Varonis Systems’ third quarter results were met with a significant negative market reaction, as the company’s revenue and operating income missed Wall Street expectations. Management pointed to a sharp and unexpected decline in renewal rates within its on-premises subscription (OPS) business, especially during the final weeks of the quarter, as a key factor behind the underperformance.

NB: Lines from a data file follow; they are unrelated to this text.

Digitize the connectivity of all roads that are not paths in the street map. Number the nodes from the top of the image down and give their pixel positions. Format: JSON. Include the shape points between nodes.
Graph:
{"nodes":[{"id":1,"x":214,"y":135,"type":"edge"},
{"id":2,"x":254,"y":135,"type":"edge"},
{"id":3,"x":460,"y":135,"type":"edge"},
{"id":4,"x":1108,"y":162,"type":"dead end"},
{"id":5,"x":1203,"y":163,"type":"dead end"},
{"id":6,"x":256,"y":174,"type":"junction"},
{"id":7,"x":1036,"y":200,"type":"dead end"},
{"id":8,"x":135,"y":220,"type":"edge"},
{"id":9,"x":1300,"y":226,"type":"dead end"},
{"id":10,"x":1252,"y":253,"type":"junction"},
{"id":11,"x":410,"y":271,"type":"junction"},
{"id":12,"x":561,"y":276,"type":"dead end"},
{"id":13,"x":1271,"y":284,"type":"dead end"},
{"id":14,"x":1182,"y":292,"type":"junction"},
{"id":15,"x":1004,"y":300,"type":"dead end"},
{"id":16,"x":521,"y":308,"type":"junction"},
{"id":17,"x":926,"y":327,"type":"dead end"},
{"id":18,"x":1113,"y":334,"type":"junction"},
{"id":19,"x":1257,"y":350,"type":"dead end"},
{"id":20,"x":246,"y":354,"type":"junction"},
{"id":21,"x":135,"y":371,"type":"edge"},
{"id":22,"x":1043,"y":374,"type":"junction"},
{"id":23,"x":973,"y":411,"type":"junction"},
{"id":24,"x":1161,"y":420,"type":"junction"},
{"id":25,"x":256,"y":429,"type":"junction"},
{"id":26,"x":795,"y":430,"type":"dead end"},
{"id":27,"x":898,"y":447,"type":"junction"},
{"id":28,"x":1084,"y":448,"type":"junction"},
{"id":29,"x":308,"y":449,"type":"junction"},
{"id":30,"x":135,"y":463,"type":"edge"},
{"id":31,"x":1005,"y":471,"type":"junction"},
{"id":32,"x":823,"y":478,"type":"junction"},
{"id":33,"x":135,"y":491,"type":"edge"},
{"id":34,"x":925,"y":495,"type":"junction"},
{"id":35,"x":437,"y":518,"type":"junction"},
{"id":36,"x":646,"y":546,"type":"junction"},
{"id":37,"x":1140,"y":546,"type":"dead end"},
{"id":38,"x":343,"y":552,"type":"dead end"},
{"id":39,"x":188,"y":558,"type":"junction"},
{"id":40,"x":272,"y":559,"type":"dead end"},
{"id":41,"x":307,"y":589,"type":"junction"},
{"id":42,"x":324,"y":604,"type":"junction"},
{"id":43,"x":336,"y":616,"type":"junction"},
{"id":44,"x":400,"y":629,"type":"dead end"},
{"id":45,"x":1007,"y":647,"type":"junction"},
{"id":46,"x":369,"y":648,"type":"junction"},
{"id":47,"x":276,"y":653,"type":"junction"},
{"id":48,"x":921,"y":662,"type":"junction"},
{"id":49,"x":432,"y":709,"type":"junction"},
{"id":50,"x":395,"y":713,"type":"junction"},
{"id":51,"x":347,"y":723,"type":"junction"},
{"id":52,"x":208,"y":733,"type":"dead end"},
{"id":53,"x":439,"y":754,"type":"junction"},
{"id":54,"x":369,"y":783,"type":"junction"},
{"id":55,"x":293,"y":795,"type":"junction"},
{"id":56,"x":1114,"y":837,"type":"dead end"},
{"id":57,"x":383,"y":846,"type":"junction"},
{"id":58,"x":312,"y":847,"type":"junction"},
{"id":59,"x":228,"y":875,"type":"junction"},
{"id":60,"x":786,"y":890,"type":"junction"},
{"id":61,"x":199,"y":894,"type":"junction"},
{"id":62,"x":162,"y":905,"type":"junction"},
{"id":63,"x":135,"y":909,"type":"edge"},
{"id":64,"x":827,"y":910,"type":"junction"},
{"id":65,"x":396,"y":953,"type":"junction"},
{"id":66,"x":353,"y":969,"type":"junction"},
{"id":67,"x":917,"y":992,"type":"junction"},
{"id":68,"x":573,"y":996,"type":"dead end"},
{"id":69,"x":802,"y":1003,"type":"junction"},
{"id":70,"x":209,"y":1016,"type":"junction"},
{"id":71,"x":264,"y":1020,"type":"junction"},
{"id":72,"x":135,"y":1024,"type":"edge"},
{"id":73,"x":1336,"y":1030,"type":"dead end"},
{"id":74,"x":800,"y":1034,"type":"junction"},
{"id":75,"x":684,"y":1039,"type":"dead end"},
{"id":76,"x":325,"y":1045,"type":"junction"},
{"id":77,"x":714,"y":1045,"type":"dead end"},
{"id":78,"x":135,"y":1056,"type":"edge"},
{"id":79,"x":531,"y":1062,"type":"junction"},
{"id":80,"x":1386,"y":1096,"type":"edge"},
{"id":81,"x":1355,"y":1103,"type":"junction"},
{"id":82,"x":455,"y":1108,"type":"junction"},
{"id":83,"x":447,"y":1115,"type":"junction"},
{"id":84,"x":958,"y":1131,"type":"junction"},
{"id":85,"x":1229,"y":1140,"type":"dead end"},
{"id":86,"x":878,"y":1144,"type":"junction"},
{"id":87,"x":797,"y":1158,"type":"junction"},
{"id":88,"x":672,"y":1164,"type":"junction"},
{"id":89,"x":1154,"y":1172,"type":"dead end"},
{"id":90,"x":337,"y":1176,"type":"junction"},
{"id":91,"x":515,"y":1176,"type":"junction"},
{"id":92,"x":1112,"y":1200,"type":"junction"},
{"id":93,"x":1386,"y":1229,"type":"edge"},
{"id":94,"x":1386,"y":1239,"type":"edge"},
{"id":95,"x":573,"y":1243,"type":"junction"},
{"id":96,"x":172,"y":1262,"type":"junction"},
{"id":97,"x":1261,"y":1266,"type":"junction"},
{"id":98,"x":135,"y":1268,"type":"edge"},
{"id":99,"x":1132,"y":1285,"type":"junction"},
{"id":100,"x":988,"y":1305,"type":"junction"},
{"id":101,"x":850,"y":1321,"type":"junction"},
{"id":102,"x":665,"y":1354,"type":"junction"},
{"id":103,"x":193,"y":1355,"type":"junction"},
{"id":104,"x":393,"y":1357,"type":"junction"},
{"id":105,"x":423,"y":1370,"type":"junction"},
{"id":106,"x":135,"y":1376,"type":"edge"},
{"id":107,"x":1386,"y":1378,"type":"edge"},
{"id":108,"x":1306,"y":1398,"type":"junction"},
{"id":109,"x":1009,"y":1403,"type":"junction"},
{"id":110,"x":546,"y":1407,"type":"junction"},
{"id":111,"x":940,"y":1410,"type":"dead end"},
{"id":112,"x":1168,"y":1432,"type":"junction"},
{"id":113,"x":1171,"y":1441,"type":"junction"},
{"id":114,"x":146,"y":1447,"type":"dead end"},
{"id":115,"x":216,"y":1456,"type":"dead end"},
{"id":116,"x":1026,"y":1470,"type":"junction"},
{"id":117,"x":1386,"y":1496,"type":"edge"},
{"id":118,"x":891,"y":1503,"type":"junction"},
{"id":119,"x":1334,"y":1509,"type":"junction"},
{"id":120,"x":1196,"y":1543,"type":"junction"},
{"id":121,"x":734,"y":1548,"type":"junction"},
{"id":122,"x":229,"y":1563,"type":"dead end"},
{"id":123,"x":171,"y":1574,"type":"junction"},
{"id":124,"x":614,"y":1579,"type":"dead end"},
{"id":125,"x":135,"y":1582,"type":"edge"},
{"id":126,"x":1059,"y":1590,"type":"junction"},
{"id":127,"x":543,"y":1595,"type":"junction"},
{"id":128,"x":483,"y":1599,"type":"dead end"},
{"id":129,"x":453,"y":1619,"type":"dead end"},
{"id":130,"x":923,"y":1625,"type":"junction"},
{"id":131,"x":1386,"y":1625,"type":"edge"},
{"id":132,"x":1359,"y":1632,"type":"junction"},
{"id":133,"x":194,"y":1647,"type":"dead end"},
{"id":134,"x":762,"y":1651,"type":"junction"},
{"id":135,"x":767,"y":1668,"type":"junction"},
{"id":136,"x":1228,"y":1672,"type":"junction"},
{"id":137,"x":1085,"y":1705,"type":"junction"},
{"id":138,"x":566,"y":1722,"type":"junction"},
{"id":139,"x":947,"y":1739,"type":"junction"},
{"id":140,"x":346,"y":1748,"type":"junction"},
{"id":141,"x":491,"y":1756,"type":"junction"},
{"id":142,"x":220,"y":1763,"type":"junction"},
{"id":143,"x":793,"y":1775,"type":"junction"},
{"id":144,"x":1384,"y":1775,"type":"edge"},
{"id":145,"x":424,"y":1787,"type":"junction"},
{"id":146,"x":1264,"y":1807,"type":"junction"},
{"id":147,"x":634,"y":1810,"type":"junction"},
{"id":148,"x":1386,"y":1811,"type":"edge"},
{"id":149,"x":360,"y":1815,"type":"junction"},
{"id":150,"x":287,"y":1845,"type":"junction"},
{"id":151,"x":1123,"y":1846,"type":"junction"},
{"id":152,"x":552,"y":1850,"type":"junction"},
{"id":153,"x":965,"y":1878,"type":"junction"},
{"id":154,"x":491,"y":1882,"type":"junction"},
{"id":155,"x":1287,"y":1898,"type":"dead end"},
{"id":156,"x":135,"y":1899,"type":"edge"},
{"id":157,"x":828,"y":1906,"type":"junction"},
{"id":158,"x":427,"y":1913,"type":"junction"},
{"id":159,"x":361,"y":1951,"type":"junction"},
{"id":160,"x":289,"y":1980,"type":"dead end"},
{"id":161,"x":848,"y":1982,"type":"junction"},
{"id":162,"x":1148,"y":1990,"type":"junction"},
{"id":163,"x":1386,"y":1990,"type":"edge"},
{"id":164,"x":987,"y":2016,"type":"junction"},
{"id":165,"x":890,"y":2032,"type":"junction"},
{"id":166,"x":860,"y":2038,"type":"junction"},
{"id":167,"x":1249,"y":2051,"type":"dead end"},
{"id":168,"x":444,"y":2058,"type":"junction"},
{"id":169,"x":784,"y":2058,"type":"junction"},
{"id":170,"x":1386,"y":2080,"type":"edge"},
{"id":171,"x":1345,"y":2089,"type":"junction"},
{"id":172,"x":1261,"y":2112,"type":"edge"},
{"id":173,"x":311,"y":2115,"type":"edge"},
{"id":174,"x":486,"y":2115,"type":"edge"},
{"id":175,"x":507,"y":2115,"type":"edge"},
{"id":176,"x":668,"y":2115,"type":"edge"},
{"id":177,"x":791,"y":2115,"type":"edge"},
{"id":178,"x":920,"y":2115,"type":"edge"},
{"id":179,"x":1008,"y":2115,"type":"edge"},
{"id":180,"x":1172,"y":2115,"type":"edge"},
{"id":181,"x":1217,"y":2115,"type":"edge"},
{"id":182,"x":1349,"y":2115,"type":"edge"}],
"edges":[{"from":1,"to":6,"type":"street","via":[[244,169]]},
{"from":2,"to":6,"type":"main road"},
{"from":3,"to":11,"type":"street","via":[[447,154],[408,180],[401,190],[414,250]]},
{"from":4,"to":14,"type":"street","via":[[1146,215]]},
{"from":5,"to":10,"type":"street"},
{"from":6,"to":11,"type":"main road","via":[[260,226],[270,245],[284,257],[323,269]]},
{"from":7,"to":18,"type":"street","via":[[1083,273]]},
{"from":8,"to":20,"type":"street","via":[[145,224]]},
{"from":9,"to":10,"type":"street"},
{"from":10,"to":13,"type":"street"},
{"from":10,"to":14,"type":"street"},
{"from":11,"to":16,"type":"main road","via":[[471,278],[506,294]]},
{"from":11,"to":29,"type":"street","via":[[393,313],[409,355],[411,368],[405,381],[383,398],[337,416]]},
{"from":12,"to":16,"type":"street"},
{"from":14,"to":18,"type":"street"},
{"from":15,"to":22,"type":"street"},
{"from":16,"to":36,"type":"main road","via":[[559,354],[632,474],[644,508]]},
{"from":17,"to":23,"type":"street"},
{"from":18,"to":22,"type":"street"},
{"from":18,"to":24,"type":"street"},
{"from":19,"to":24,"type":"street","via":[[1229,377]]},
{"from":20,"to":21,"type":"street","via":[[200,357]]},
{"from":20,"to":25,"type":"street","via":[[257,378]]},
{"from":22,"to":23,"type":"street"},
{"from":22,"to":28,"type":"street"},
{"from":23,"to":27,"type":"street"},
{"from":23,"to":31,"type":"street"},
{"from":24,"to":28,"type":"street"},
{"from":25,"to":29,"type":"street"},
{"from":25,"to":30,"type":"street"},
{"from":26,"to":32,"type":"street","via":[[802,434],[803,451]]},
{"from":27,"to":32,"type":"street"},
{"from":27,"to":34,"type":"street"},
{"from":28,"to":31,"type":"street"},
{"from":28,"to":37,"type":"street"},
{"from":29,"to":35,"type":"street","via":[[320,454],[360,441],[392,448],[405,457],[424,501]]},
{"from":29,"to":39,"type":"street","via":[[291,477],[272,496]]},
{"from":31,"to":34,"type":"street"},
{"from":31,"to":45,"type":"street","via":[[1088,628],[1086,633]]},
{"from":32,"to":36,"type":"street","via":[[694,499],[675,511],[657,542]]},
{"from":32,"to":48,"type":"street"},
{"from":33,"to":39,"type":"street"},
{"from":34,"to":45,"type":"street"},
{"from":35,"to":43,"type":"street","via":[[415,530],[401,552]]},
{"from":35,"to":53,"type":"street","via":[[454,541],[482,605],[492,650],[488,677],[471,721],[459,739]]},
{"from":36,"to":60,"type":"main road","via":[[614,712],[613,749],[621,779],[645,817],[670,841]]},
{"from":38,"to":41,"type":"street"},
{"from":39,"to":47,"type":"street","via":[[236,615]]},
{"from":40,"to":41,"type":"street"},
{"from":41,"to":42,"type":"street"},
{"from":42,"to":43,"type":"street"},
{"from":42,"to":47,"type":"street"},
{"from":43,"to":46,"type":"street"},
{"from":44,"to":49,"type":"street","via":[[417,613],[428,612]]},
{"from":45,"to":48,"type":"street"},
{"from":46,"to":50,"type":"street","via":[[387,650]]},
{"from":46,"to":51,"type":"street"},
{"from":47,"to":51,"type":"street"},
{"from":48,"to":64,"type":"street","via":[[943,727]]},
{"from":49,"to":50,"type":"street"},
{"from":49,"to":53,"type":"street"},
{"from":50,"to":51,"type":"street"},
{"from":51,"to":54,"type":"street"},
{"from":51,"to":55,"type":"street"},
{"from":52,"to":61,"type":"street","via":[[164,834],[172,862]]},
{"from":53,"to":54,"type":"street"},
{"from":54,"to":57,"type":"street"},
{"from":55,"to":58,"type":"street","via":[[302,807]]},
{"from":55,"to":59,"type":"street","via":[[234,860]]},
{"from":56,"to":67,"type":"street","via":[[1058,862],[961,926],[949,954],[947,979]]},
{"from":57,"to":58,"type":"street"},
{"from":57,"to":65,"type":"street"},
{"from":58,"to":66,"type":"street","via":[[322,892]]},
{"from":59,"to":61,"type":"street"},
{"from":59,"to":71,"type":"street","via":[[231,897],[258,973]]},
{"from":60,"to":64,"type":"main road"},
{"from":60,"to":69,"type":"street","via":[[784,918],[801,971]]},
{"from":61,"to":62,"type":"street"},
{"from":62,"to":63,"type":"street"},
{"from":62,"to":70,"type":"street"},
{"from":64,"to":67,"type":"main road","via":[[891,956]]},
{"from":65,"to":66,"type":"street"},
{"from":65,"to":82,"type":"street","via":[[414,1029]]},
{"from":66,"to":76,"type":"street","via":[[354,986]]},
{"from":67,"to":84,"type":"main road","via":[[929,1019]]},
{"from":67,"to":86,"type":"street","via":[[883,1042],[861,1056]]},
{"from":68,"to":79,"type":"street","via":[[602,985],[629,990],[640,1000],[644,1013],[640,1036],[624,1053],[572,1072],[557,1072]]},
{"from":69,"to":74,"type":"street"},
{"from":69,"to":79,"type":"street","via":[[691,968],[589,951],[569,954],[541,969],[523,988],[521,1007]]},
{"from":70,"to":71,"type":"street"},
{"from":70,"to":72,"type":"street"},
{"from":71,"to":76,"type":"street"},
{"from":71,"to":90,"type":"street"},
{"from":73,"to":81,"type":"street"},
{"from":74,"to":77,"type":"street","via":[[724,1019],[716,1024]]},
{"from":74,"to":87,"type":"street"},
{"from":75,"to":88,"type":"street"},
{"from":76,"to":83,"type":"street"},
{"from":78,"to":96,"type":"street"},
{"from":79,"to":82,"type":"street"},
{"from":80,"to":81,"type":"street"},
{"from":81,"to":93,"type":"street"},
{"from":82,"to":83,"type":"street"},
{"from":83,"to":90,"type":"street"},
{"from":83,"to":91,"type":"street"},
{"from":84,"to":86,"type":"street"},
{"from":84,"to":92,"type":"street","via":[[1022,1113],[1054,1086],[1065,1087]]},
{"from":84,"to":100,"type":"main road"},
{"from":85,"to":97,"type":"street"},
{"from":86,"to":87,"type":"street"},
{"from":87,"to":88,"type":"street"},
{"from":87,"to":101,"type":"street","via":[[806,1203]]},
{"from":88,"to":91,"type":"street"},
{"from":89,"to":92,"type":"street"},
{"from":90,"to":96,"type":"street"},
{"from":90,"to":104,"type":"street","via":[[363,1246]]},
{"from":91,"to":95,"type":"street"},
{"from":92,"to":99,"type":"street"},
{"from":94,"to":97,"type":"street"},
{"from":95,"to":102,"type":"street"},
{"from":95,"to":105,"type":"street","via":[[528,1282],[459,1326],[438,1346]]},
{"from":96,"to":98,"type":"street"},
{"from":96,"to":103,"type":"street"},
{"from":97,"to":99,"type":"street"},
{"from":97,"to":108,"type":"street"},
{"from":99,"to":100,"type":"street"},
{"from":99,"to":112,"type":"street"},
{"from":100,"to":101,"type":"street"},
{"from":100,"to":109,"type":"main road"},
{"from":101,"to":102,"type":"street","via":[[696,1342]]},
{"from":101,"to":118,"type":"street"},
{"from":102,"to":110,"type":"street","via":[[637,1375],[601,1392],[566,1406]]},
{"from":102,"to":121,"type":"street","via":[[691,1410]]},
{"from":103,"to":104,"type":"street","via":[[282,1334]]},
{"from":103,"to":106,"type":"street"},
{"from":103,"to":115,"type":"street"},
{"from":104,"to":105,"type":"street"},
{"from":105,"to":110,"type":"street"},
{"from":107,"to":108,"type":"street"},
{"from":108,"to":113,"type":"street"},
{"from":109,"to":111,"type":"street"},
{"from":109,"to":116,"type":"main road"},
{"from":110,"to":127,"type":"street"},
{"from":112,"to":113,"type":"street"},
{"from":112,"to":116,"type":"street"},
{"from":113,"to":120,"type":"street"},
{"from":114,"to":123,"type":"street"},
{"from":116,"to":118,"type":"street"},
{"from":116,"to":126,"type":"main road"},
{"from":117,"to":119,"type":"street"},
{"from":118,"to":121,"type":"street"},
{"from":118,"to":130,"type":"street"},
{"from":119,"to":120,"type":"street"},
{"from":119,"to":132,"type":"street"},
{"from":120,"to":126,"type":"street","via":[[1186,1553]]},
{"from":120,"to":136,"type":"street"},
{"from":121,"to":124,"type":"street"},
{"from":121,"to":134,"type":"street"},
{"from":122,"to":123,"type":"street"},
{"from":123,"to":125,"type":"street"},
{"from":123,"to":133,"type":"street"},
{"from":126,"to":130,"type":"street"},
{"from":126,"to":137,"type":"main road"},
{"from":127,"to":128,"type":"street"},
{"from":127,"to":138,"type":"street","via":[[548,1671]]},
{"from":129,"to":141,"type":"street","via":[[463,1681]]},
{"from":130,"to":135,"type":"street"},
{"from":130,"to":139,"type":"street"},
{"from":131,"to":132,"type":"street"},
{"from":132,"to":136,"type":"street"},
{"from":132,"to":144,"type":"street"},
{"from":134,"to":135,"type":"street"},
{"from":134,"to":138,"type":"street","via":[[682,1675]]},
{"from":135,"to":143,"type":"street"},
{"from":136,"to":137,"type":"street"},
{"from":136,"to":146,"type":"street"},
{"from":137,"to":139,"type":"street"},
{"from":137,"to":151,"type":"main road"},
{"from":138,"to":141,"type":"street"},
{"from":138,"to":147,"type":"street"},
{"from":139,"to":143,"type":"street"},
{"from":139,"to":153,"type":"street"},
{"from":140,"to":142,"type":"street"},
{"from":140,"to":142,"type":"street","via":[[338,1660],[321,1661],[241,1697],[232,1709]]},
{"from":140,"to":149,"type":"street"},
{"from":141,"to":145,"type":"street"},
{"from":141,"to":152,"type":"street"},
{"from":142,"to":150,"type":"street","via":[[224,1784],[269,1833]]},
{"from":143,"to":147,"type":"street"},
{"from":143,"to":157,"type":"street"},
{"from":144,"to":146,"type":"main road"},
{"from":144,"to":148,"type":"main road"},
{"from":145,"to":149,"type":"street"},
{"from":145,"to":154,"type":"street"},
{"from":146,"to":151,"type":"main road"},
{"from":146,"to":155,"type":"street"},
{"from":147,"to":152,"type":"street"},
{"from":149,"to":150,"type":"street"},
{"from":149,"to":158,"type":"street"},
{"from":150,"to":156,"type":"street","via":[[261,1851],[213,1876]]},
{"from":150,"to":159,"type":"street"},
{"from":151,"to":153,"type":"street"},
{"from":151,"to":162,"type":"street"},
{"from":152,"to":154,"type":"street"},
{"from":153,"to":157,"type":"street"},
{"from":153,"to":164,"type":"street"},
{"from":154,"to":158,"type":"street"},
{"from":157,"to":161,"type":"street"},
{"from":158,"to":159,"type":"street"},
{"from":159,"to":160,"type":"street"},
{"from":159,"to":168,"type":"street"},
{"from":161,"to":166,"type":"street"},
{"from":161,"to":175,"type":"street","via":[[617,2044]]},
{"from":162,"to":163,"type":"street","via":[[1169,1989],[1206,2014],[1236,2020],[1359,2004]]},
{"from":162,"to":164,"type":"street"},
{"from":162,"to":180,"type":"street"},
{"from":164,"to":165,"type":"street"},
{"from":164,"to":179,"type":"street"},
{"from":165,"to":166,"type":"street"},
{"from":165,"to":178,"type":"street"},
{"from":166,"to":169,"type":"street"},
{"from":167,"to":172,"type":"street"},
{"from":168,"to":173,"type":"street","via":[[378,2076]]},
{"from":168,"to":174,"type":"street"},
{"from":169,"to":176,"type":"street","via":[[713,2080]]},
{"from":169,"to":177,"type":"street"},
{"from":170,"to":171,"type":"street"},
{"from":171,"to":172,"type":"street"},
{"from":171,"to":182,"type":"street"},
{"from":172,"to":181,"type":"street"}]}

CEO Yakov Faitelson described the on-prem subscription segment as a drag on overall growth, acknowledging, "the reduction in the renewal rate that happened in the final weeks of Q3 was unexpected." Management also announced cost controls, including a 5% workforce reduction, to address these challenges.
Is now the time to buy VRNS? Find out in our full research report (it’s free for active Edge members).
Varonis Systems (VRNS) Q3 CY2025 Highlights:
- Revenue: $161.6 million vs analyst estimates of $166.1 million (9.1% year-on-year growth, 2.7% miss)
- Adjusted EPS: $0.06 vs analyst estimates of $0.05 (in line)
- Adjusted Operating Income: $161,000 vs analyst estimates of $2.60 million (0.1% margin, 93.8% miss)
- Revenue Guidance for Q4 CY2025 is $168 million at the midpoint, below analyst estimates of $170.1 million
- Management lowered its full-year Adjusted EPS guidance to $0.13 at the midpoint, a 26.5% decrease
- Operating Margin: -22.2%, down from -16% in the same quarter last year
- Annual Recurring Revenue: $718.6 million vs analyst estimates of $720 million (17.8% year-on-year growth, in line)
- Billings: $180.2 million at quarter end, up 13.8% year on year
- Market Capitalization: $4.25 billion
While we enjoy listening to the management's commentary, our favorite part of earnings calls are the analyst questions.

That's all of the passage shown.